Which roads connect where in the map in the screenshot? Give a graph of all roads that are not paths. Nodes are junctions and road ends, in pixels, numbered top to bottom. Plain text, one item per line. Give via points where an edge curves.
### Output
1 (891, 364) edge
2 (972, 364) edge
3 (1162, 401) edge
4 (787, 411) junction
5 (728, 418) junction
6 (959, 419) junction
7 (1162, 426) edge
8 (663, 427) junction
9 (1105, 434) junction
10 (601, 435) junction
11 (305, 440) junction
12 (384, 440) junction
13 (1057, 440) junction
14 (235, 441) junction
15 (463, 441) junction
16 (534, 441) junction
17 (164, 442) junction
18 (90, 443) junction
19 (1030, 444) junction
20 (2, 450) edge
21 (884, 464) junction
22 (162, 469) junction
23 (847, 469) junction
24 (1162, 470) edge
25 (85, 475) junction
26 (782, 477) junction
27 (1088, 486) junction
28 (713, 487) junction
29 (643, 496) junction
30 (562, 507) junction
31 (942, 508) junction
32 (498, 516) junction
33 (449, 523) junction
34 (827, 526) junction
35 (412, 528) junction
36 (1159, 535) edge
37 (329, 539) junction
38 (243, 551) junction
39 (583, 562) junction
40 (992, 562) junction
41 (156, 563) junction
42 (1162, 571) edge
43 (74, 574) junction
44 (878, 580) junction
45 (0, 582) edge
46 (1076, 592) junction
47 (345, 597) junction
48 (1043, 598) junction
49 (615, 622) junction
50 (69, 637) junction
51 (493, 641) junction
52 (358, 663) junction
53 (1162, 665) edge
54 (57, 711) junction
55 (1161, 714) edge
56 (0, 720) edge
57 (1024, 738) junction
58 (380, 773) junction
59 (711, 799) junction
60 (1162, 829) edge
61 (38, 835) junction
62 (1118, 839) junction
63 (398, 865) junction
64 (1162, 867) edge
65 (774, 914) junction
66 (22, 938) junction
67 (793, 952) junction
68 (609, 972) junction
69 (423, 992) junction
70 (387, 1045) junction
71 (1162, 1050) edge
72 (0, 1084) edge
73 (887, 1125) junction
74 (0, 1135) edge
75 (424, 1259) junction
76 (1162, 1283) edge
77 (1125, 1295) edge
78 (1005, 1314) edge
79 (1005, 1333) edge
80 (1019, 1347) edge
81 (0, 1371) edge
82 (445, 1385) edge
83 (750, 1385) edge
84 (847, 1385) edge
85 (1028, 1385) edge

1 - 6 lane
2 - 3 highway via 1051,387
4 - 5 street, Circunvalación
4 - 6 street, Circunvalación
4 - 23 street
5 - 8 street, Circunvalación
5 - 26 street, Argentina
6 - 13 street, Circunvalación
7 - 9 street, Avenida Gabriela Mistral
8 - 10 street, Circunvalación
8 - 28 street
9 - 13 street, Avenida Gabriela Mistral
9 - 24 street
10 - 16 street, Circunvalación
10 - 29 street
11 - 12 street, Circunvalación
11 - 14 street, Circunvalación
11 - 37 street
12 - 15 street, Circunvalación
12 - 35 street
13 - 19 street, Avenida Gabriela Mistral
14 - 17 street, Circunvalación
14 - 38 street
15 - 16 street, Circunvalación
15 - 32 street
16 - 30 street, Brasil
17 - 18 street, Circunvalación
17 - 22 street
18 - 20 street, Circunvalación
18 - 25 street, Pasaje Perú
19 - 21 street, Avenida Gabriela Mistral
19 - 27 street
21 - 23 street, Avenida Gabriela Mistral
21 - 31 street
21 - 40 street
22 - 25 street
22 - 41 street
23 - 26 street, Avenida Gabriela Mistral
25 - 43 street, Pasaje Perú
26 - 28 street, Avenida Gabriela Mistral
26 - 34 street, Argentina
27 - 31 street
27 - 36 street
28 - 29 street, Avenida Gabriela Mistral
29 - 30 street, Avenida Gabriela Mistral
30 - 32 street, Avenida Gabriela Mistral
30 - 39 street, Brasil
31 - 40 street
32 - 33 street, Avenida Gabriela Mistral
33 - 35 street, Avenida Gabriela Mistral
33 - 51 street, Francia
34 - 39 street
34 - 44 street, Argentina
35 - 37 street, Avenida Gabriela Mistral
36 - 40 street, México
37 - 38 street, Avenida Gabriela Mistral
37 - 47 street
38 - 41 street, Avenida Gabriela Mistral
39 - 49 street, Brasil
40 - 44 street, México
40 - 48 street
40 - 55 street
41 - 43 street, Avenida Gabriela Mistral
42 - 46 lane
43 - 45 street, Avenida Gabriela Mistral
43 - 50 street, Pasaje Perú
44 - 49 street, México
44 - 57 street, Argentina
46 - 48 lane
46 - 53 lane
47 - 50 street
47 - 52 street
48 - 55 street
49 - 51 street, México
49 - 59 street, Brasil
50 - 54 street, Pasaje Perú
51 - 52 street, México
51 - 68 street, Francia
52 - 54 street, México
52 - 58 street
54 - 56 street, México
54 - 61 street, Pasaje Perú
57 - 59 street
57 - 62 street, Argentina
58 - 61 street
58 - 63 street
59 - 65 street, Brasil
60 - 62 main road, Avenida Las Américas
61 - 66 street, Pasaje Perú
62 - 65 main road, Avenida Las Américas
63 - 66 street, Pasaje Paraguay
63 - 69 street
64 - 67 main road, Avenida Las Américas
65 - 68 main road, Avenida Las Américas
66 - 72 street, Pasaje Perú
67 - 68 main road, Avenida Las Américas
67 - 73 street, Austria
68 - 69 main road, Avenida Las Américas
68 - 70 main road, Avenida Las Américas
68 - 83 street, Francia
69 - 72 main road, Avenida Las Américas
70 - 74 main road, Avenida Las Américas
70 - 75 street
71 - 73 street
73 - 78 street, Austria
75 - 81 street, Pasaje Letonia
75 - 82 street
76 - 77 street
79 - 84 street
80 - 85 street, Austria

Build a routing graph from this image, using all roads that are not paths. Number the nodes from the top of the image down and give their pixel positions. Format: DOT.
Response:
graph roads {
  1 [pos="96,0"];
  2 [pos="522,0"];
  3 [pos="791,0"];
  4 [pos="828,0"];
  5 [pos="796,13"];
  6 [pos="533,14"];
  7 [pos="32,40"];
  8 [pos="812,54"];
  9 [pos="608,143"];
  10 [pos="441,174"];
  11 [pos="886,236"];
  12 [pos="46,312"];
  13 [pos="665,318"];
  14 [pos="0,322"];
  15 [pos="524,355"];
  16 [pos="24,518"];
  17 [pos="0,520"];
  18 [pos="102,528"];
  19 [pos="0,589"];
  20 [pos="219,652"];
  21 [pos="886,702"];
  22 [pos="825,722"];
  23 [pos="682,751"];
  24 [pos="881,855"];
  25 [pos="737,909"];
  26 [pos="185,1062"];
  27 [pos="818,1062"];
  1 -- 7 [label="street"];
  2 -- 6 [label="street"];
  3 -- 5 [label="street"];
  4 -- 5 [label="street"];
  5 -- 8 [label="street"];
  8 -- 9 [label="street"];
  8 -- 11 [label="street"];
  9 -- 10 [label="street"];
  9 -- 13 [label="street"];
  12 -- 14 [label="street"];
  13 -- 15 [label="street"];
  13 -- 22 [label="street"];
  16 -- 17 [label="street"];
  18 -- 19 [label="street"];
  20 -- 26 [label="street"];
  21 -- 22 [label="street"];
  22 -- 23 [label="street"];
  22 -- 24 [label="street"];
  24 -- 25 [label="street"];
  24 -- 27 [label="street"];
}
· · · ·
[DESCRIPTION OF THE TASK]
Within the entries above, how many lines contain "main"? Respond with the number only.

[FINAL ANSWER]
9